I tried to explain that what is happening online is about more than “the blog stuff,” but, being put on the spot, I had a difficult time putting exactly what I was trying to say into words.
Luckily, I don’t need to.
Below is a great video for all you military folks interested in the revolutionary changes that evolutions in Web technology have brought about, referred to as Web 2.0.
And Kudos to Michael Wesch on an outstanding video.
It’s very clever, but it’s long on hyperbole and short on actual information. YouTube, for example, has nothing at all to do with XML.
I was also kind of disappointed to see Kurzweil quoted. He’s a deep thinker and an author of grand metaphors, but too many people take his metaphors too far.
And, speaking as a writer, I think the video totally jumped off the rails when it got to the part about rethinking copyright. Wikipedia is a prime example of a copyright-free environment: at best, it’s mostly useful some of the time. And it only maintains that feeble level of authority because it’s policed by an invisible army of obsessive compulsives.

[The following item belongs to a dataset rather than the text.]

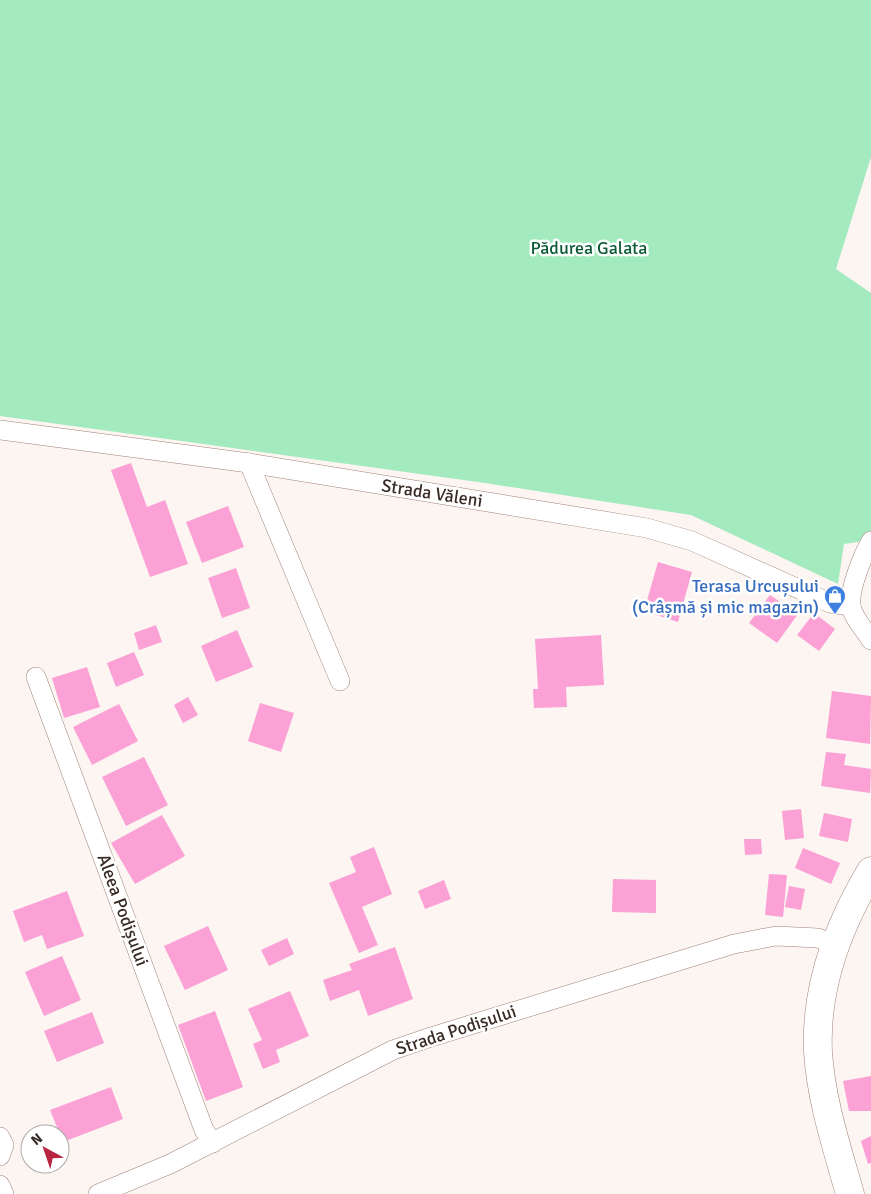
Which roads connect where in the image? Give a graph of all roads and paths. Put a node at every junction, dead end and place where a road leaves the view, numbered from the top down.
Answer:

If anything, the various collaborative experiments of the early 21st century have emphasized the need for authorship. Because we can now see, more clearly than ever, that great works don’t emerge from the froth, at least not in human-like time frames. A million monkeys might produce “Hamlet,” but you’d never find it under the mountain of wastepaper.
I still think it communicates a complex subject in a very concise and elegant way.
I just might be able to explain the interwebs to my parents with this.